→ **ACTIVITY**
Scan the records that follow, and whenever a line has the word "bridge", copy it.

→ **PROVIDED MATERIAL**
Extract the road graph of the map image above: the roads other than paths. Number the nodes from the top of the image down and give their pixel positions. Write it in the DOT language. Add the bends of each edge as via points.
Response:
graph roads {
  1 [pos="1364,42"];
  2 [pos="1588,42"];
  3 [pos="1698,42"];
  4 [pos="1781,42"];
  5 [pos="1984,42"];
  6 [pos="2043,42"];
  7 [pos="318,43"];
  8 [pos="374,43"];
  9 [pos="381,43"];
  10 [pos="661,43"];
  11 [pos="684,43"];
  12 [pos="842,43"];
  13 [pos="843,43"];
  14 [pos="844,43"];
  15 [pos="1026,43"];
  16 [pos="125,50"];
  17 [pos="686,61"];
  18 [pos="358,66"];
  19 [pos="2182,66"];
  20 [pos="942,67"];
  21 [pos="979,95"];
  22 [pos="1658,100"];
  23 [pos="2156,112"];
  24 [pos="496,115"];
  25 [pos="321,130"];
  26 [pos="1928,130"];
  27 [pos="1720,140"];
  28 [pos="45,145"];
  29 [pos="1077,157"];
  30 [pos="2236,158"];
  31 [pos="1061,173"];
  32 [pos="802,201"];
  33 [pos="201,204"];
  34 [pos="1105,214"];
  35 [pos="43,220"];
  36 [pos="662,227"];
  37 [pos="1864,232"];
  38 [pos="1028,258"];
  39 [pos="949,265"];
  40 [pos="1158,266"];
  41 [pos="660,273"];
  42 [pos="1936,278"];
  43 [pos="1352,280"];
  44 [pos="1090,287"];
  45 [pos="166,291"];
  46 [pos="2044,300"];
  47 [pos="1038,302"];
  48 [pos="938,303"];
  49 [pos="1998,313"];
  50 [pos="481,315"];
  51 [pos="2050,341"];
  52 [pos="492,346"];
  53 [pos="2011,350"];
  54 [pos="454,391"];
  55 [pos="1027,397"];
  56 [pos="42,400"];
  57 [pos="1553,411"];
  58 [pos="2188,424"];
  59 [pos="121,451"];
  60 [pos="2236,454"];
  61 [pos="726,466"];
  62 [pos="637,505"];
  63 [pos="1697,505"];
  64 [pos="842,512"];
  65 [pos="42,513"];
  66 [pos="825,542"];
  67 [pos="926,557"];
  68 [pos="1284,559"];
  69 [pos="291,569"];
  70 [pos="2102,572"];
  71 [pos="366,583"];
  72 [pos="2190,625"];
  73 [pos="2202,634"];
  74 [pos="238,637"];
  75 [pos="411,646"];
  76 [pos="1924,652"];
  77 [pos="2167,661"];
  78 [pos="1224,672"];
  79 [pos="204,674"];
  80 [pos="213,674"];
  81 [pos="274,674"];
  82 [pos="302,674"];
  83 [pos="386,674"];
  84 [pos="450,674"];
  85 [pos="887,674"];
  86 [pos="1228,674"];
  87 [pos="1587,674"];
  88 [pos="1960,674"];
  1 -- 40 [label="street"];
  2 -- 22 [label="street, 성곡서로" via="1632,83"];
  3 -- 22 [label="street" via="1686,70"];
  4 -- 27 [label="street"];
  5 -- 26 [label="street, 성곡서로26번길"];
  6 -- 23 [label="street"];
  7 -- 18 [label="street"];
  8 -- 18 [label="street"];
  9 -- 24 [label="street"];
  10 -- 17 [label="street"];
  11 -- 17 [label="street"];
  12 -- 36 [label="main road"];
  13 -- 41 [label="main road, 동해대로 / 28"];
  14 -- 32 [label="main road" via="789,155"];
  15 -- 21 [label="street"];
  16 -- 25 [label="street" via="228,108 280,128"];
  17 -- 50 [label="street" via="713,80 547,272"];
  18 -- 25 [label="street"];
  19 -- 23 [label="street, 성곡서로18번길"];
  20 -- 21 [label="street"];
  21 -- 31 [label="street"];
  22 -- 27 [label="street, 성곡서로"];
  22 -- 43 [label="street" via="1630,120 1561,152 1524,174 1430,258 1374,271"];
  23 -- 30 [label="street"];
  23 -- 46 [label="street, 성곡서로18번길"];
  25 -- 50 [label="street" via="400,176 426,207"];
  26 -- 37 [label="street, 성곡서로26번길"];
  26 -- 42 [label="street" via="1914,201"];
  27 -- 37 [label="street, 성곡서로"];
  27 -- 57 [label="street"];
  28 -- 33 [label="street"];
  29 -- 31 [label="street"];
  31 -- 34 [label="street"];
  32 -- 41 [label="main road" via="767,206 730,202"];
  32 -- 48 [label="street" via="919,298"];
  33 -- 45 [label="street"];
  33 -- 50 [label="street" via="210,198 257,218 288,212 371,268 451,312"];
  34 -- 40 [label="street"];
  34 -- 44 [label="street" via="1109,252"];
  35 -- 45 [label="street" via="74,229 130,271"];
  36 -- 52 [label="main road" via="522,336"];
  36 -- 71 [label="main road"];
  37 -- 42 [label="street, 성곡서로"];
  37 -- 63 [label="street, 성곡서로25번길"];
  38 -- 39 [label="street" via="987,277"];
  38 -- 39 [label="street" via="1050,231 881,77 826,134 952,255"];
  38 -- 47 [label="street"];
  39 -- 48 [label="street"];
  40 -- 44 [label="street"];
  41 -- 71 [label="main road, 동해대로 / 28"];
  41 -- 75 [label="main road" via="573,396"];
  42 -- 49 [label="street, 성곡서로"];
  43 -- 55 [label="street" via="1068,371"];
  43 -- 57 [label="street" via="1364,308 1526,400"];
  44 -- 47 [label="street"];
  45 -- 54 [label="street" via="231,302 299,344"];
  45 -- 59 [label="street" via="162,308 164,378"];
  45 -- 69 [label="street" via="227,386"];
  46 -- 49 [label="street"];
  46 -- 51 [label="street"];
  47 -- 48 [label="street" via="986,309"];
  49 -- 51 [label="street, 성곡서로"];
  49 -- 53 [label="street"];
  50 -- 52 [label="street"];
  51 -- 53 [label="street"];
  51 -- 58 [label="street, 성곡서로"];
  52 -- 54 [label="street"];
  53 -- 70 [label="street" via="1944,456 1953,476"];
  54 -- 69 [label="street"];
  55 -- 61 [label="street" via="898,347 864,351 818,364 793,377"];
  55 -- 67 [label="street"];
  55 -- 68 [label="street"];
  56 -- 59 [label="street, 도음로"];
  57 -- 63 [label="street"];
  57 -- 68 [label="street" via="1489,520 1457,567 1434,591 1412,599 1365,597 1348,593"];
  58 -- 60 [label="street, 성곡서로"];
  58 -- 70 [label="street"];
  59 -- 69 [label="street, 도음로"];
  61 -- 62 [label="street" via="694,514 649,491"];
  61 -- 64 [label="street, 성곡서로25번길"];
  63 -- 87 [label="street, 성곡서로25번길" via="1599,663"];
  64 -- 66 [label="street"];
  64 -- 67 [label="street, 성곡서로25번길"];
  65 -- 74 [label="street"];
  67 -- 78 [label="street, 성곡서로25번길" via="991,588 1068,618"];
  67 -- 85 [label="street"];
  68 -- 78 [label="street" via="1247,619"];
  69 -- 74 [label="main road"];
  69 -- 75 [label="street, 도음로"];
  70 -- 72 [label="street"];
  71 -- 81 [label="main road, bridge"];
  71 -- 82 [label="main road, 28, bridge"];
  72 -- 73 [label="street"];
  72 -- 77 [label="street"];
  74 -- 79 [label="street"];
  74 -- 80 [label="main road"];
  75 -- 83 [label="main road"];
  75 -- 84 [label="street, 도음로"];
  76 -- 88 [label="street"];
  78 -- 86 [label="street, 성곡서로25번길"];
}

→ **REPLY**
  71 -- 81 [label="main road, bridge"];
  71 -- 82 [label="main road, 28, bridge"];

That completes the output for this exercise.